>>>>>
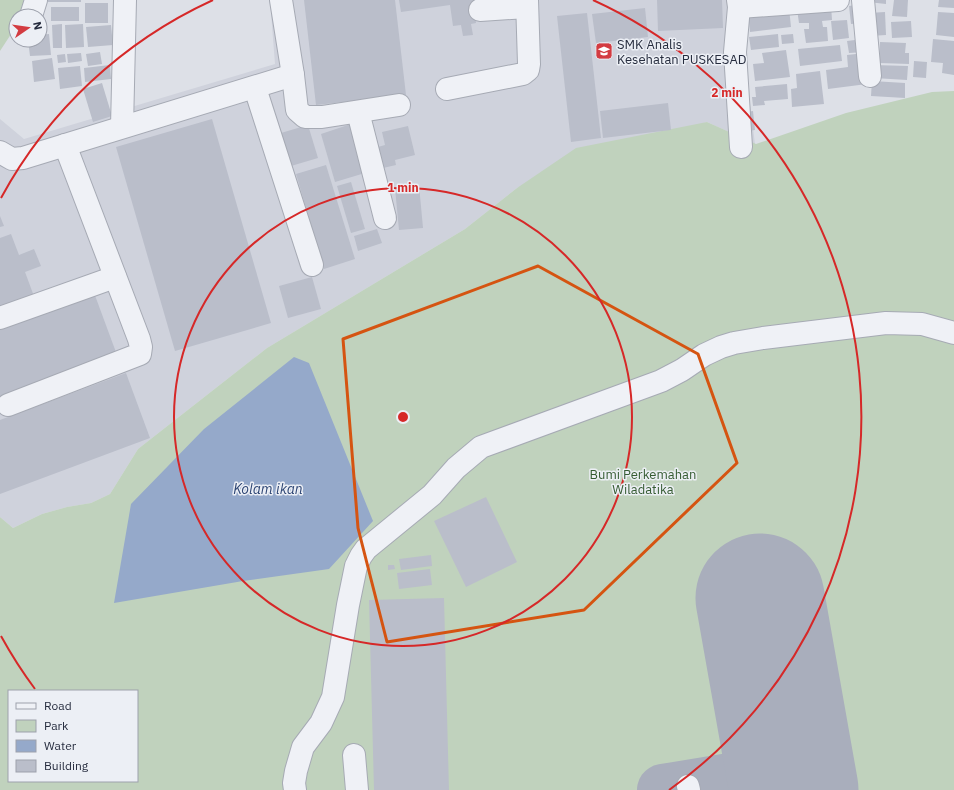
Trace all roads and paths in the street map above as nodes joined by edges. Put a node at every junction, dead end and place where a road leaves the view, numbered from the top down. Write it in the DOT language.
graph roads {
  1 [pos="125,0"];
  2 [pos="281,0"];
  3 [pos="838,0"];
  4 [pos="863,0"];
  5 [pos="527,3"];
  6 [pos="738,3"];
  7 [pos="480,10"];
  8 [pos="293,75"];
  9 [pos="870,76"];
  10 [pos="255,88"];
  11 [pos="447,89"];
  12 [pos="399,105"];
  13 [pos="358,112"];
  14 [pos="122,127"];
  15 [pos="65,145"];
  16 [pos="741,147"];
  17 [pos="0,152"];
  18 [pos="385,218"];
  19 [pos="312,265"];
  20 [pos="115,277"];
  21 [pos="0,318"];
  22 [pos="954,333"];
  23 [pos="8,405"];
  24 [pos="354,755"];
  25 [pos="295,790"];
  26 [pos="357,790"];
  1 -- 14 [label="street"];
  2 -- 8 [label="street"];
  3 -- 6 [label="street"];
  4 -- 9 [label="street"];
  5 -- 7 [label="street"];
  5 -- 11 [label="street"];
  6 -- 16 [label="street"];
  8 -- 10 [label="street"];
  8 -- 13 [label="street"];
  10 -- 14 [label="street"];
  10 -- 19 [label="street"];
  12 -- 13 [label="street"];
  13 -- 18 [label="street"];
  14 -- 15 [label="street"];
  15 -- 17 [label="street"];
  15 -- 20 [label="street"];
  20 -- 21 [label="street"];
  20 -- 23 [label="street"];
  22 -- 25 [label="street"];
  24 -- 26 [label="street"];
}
<<<<<
- Problem
Produce a word-for-word copy of the records, omitting all images.

- Reply
Trace all roads and paths in the street map above as nodes joined by edges. Put a node at every junction, dead end and place where a road leaves the view, numbered from the top down. Write it in the DOT language.
graph roads {
  1 [pos="125,0"];
  2 [pos="281,0"];
  3 [pos="838,0"];
  4 [pos="863,0"];
  5 [pos="527,3"];
  6 [pos="738,3"];
  7 [pos="480,10"];
  8 [pos="293,75"];
  9 [pos="870,76"];
  10 [pos="255,88"];
  11 [pos="447,89"];
  12 [pos="399,105"];
  13 [pos="358,112"];
  14 [pos="122,127"];
  15 [pos="65,145"];
  16 [pos="741,147"];
  17 [pos="0,152"];
  18 [pos="385,218"];
  19 [pos="312,265"];
  20 [pos="115,277"];
  21 [pos="0,318"];
  22 [pos="954,333"];
  23 [pos="8,405"];
  24 [pos="354,755"];
  25 [pos="295,790"];
  26 [pos="357,790"];
  1 -- 14 [label="street"];
  2 -- 8 [label="street"];
  3 -- 6 [label="street"];
  4 -- 9 [label="street"];
  5 -- 7 [label="street"];
  5 -- 11 [label="street"];
  6 -- 16 [label="street"];
  8 -- 10 [label="street"];
  8 -- 13 [label="street"];
  10 -- 14 [label="street"];
  10 -- 19 [label="street"];
  12 -- 13 [label="street"];
  13 -- 18 [label="street"];
  14 -- 15 [label="street"];
  15 -- 17 [label="street"];
  15 -- 20 [label="street"];
  20 -- 21 [label="street"];
  20 -- 23 [label="street"];
  22 -- 25 [label="street"];
  24 -- 26 [label="street"];
}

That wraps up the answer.